Adoption (in Portal) / Rapture (IRL)

Two independent devil’s-advocate-sy thoughts, which I hope get imported to Facebook before tomorrow… Either way, these are more musings than structured posts, so you might need to get some context before responding to these.

There’s been a big brouhaha over Portal 2’s use of adoption as an insult. This is nothing new…it came up in the original Portal as well. This time, however, two characters consider it an insult. Hm.

I have adopted friends and adopted family, and it seems like one of those things that isn’t really an insult at all anymore. At least not in America. Now, clearly there can be questions about your birth parents, about your circumstances of adoption, whatever…but seriously, this is going to be what sets it off?

On the other hand, though (and I realized this writing a comment on someone else’s post about this), what if, at the end of a stream of obvious insults, GLaDOS said something like this?

GLaDOS: …I’m surprised you didn’t dye your hair with a color like that. Oh, and your file indicates that you’re probably gay. Too bad there are no other humans down here to confirm that.

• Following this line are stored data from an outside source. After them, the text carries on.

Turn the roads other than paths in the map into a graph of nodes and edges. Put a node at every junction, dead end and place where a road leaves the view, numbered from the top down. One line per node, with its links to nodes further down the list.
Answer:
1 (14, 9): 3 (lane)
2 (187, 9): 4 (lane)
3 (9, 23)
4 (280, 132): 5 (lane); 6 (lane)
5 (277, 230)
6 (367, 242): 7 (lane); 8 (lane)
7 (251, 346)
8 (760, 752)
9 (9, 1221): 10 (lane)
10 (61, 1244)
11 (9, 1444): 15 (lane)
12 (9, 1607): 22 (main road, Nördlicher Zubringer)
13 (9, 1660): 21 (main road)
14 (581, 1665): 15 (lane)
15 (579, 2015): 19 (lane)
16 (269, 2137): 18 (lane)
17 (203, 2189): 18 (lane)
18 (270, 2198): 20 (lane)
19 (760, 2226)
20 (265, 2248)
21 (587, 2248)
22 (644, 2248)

In my mind, that feels like a GLaDOSish line, an insult snuck into a pretend observation. But it’s one Valve wouldn’t touch with a forty-foot pole, and I’d be upset about it too. (Hey, everyone, stop using “gay” as an insult! That applies whether you mean “homosexual” or not.) So maybe the adoption line was going too far.

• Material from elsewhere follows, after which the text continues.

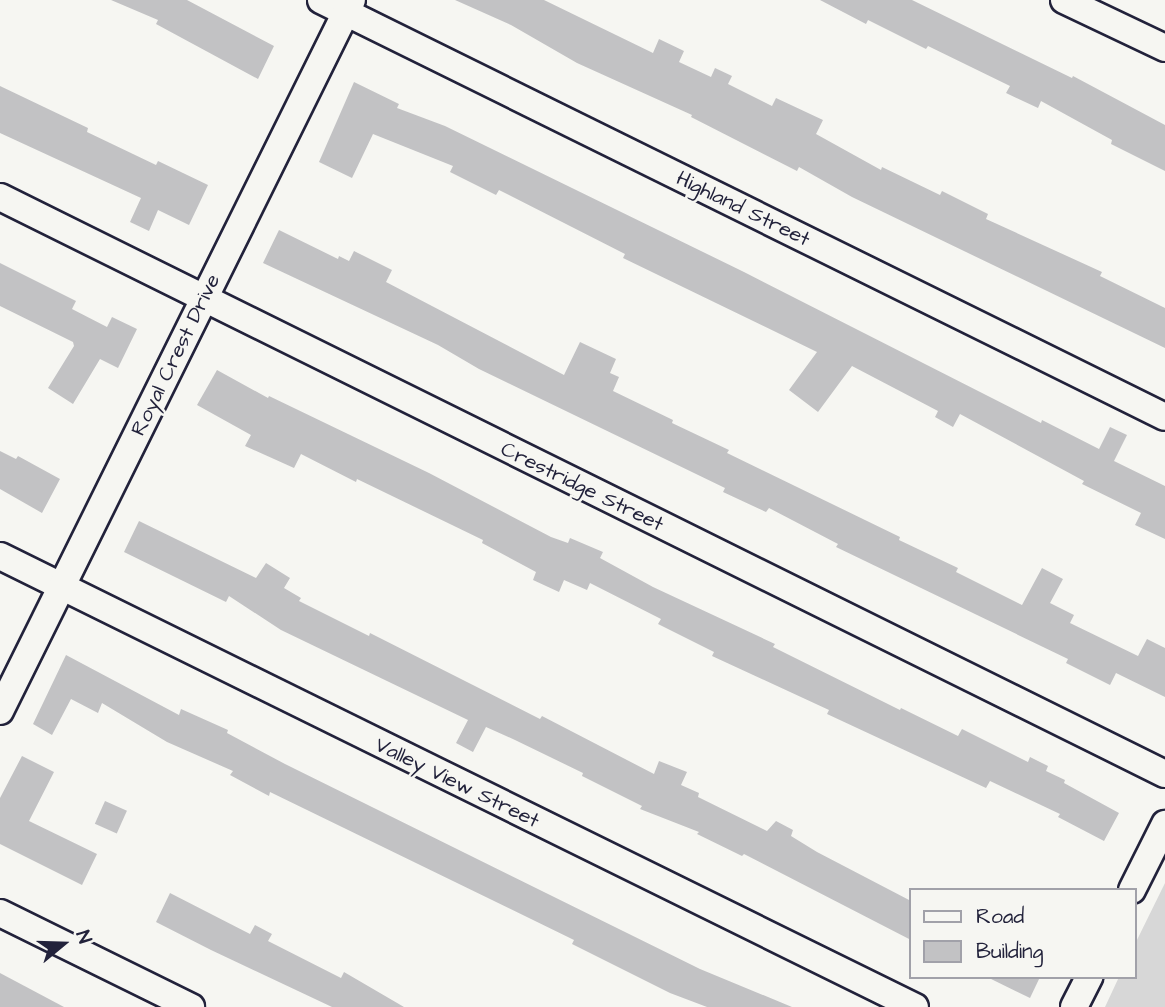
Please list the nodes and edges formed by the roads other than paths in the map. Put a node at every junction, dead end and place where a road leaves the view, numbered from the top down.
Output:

(Which raises the question: when would it not be going too far? When it obviously is an insult, but still one that doesn’t matter to Chell, like most of the others in the game? The difference is you can tell Chell’s not fat / out of shape, and any stupidity is attributable to you, the player, while adoption is shrouded in Chell’s redacted past. How about when it is obviously a bad insult, like “your mother was a Protestant”? Well, is that going to have the same effect? Psychological games with a timely audience are tricky.)

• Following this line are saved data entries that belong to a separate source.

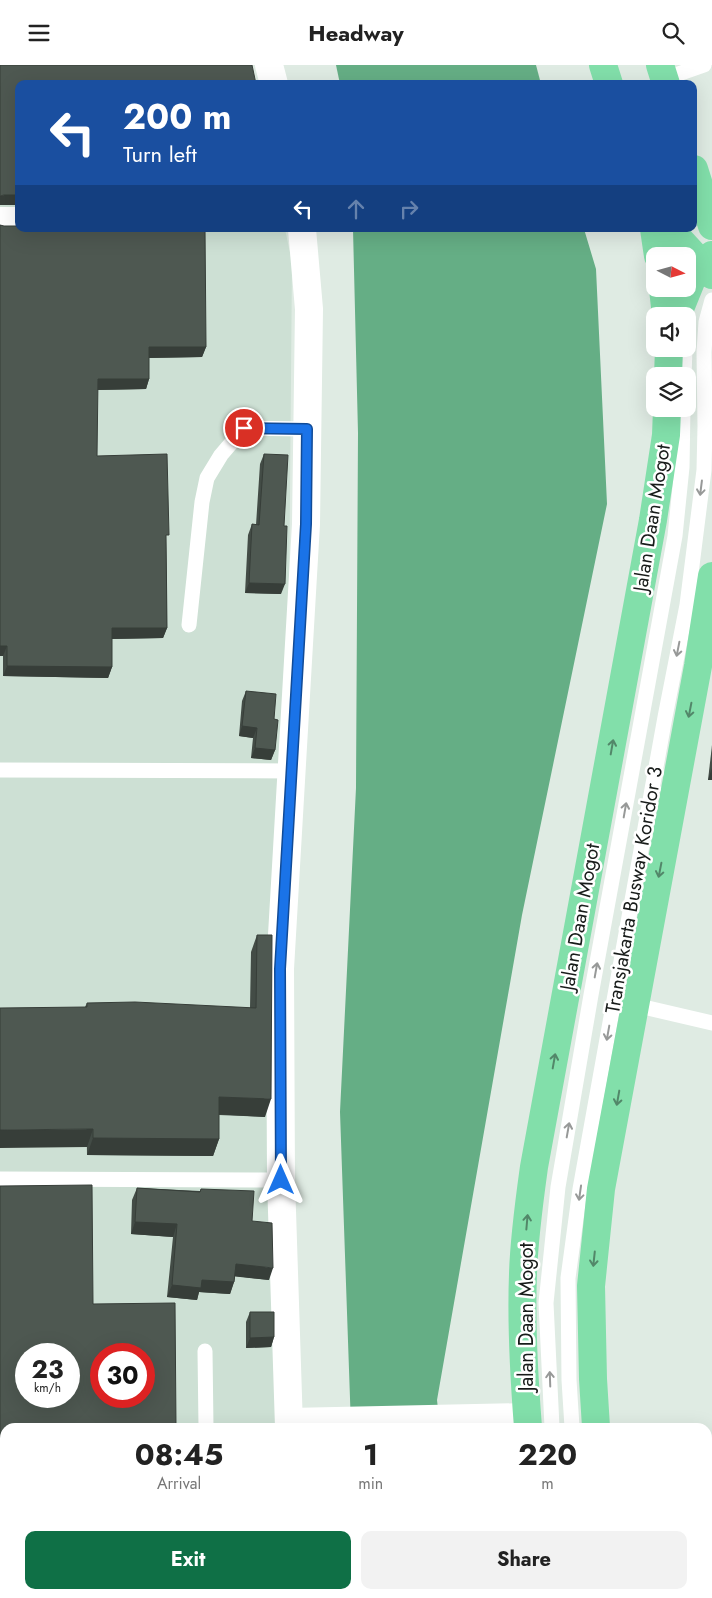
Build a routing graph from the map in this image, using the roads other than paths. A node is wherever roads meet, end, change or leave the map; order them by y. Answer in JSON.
{"nodes":[{"id":1,"x":269,"y":65,"type":"edge"},
{"id":2,"x":603,"y":65,"type":"edge"},
{"id":3,"x":704,"y":65,"type":"edge"},
{"id":4,"x":663,"y":76,"type":"edge"},
{"id":5,"x":273,"y":80,"type":"edge"},
{"id":6,"x":608,"y":80,"type":"edge"},
{"id":7,"x":697,"y":178,"type":"edge"},
{"id":8,"x":0,"y":221,"type":"edge"},
{"id":9,"x":15,"y":221,"type":"edge"},
{"id":10,"x":712,"y":226,"type":"edge"},
{"id":11,"x":302,"y":232,"type":"edge"},
{"id":12,"x":654,"y":232,"type":"edge"},
{"id":13,"x":666,"y":232,"type":"edge"},
{"id":14,"x":657,"y":247,"type":"edge"},
{"id":15,"x":708,"y":264,"type":"edge"},
{"id":16,"x":712,"y":300,"type":"edge"},
{"id":17,"x":681,"y":307,"type":"edge"},
{"id":18,"x":691,"y":307,"type":"edge"},
{"id":19,"x":667,"y":417,"type":"edge"},
{"id":20,"x":684,"y":417,"type":"edge"},
{"id":21,"x":307,"y":429,"type":"junction"},
{"id":22,"x":712,"y":575,"type":"edge"},
{"id":23,"x":189,"y":625,"type":"dead end"},
{"id":24,"x":705,"y":668,"type":"edge"},
{"id":25,"x":0,"y":770,"type":"edge"},
{"id":26,"x":293,"y":771,"type":"junction"},
{"id":27,"x":635,"y":1005,"type":"junction"},
{"id":28,"x":712,"y":1023,"type":"edge"},
{"id":29,"x":0,"y":1179,"type":"edge"},
{"id":30,"x":281,"y":1180,"type":"junction"},
{"id":31,"x":205,"y":1351,"type":"dead end"},
{"id":32,"x":206,"y":1423,"type":"edge"},
{"id":33,"x":294,"y":1423,"type":"edge"},
{"id":34,"x":530,"y":1423,"type":"edge"},
{"id":35,"x":572,"y":1423,"type":"edge"},
{"id":36,"x":596,"y":1423,"type":"edge"}],
"edges":[{"from":1,"to":5,"type":"street"},
{"from":2,"to":6,"type":"highway"},
{"from":3,"to":4,"type":"lane"},
{"from":7,"to":10,"type":"highway"},
{"from":8,"to":9,"type":"street"},
{"from":11,"to":21,"type":"street"},
{"from":12,"to":14,"type":"highway"},
{"from":13,"to":15,"type":"highway"},
{"from":15,"to":17,"type":"highway"},
{"from":15,"to":18,"type":"lane"},
{"from":16,"to":35,"type":"lane","name":"Transjakarta Busway Koridor 3","one_way":true},
{"from":34,"to":19,"type":"highway","name":"Jalan Daan Mogot","one_way":true},
{"from":34,"to":20,"type":"lane","name":"Transjakarta Busway Koridor 3","one_way":true},
{"from":21,"to":23,"type":"lane"},
{"from":21,"to":26,"type":"street"},
{"from":22,"to":24,"type":"highway"},
{"from":24,"to":27,"type":"highway","one_way":true},
{"from":25,"to":26,"type":"lane"},
{"from":26,"to":30,"type":"street"},
{"from":27,"to":28,"type":"lane"},
{"from":27,"to":36,"type":"highway","one_way":true},
{"from":29,"to":30,"type":"lane"},
{"from":30,"to":33,"type":"street"},
{"from":31,"to":32,"type":"lane"}]}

Completely separately, how about that rapture? An article from the NY Times talks about families split by belief, which must make this an awful week to go through. But that article’s summary of the whole thing leaves an interesting point open:

Ms. Douglas and other believers subscribe to the prophecy of Harold Camping, a civil engineer turned self-taught biblical scholar whose doomsday scenario — broadcast on his Family Radio network — predicts a May 21, 2011, Judgment Day. On that day, arrived at through a series of Bible-based calculations that assume the world will end exactly 7,000 years after Noah’s flood, believers are to be transported up to heaven as a worldwide earthquake strikes. Nonbelievers will endure five months of plagues, quakes, wars, famine and general torment before the planet’s total destruction in October. In 1992 Mr. Camping said the rapture would probably be in 1994, but he now says newer evidence makes the prophecy for this year certain.

Ignoring the seventeen year mistake, “plagues, quakes, wars, famine, and general torment” does seem to be the way the world is going right now. We’re not doing so well as a species. But, if nothing happens on Saturday…it doesn’t tell us anything. Why? Well, last time this happened, God only saved one family: Noah’s. (Thanks, BareStage.) If no one we know vanishes to heaven tomorrow, maybe that’s just cause we’re a pretty wicked, sinful group of people, and even those who tried weren’t really trying properly. Maybe one family was “raptured” and the rest of us are left on Earth.

Or, maybe Dave Temple’s May 21st is just the last day of commencement ceremonies at UC Berkeley. Congratulations, Class of 2011.